Novel Spike Protein - D614G variant

The current climate for Coronavirus

The original Wuhan strain of COVID-19 is no longer the dominant circulating virus in the global pandemic. A variant carrying a D614G mutation in the Spike (S) protein of SARS-CoV-2 emerged at an early stage of the pandemic and is now one of the prevalent forms (1).

Korber et al reported that this D614G variant may be more virulent with increased patient viral loads but is not associated with a more severe disease outcome. According to Grubaugh et al, the impact of this mutation on the global pandemic is yet unknown and will require further investigation (2).

Image from Korber et al, 2020

Image from Korber et al, 2020

SARS-CoV-2 Spike protein D614G variant

Biorbyt are proud to announce the launch of a novel recombinant full-length trimeric soluble SARS-CoV-2 Spike protein D614G variant: A soluble recombinant protein with a foldon trimerization motif, mutated Furin recognition site and 2 stabilising mutations (K986P and V987P), based on/modified from Amanat et al, 2020 (3).

Understanding the D614G mutation

The D614G mutation is in the S1 subunit of the Spike protein. The S protein monomer consists of two active subunits, the S1 subunit which binds the host receptor and the S2 subunit which facilitates fusion of viral and host cell membranes. The S protein monomers combine to form the distinctive homotrimers which project from the viral cell surface. Viral entry into the host cell is via the ACE2 receptors located on the host cell membrane (4,5). The spike protein is highly immunogenic and most of the vaccines and therapeutic agents currently in development target this region.

Focus on Quality

The highly validated recombinant full-length trimeric SARS-CoV-2 Spike protein, D614G variant (amino acids 16-1213) is produced in HEK293 cells and supplied in liquid format. Endotoxin levels are less than 0.1 ng/μg (1 IEU/μg), and purity >90% as estimated by SDS-PAGE. A C-terminal 8x histidine Tag has been added to the protein for ease of use.

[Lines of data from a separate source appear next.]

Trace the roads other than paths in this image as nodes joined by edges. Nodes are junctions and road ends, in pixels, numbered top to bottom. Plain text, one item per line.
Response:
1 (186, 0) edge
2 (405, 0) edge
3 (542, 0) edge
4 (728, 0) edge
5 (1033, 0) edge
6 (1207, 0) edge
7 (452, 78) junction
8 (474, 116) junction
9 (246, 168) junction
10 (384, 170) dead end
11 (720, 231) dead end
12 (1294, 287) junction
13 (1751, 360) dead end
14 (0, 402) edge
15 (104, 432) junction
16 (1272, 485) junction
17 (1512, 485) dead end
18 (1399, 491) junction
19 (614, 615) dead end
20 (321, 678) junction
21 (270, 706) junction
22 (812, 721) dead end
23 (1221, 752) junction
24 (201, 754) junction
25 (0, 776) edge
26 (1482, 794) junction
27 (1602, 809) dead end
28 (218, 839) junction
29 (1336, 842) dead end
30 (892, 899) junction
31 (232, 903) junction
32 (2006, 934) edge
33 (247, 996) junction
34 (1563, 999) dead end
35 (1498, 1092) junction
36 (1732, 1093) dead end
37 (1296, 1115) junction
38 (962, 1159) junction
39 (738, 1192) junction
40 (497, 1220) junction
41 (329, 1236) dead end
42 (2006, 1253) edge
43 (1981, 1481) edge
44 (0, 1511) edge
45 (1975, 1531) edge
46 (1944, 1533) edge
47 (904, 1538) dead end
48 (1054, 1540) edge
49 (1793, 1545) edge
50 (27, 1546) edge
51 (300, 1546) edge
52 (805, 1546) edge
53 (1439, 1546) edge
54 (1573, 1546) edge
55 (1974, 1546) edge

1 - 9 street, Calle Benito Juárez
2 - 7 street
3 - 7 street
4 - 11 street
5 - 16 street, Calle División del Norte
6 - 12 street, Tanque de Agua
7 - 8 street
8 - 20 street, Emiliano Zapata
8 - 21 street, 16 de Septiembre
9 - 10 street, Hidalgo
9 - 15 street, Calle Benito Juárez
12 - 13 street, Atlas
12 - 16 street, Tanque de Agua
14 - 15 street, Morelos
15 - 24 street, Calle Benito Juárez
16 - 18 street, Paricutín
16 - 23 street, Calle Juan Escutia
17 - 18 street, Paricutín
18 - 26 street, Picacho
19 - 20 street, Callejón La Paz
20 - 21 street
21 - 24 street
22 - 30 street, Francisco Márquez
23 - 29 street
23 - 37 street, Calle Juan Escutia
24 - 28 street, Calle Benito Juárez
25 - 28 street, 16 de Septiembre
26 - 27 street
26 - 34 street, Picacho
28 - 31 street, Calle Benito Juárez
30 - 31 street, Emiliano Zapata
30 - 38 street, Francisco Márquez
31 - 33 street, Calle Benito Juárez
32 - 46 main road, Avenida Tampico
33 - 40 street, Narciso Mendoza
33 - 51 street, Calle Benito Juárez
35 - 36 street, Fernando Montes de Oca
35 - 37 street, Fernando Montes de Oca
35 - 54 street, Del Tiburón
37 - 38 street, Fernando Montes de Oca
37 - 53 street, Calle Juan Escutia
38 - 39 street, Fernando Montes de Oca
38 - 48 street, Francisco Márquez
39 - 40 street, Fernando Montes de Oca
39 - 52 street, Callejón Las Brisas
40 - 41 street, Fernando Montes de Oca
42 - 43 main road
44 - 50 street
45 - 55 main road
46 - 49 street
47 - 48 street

  1. Korber et al., Tracking Changes in SARS-CoV-2 Spike: Evidence that D614G Increases Infectivity of the COVID-19 Virus, Cell (2020),

  2. Grubaugh et al., Making Sense of Mutation: What D614G Means for the COVID-19 Pandemic Remains Unclear, Cell (2020),

  3. Amanat, F., Stadlbauer, D., Strohmeier, S., et al. A serological assay to detect SARS-CoV-2 seroconversion in humans. Nat Med., 2020;26:1033–1036.

  4. Walls et al., Structure, Function, and Antigenicity of the SARS-CoV-2 Spike Glycoprotein 2020, Cell, 180, 281–292.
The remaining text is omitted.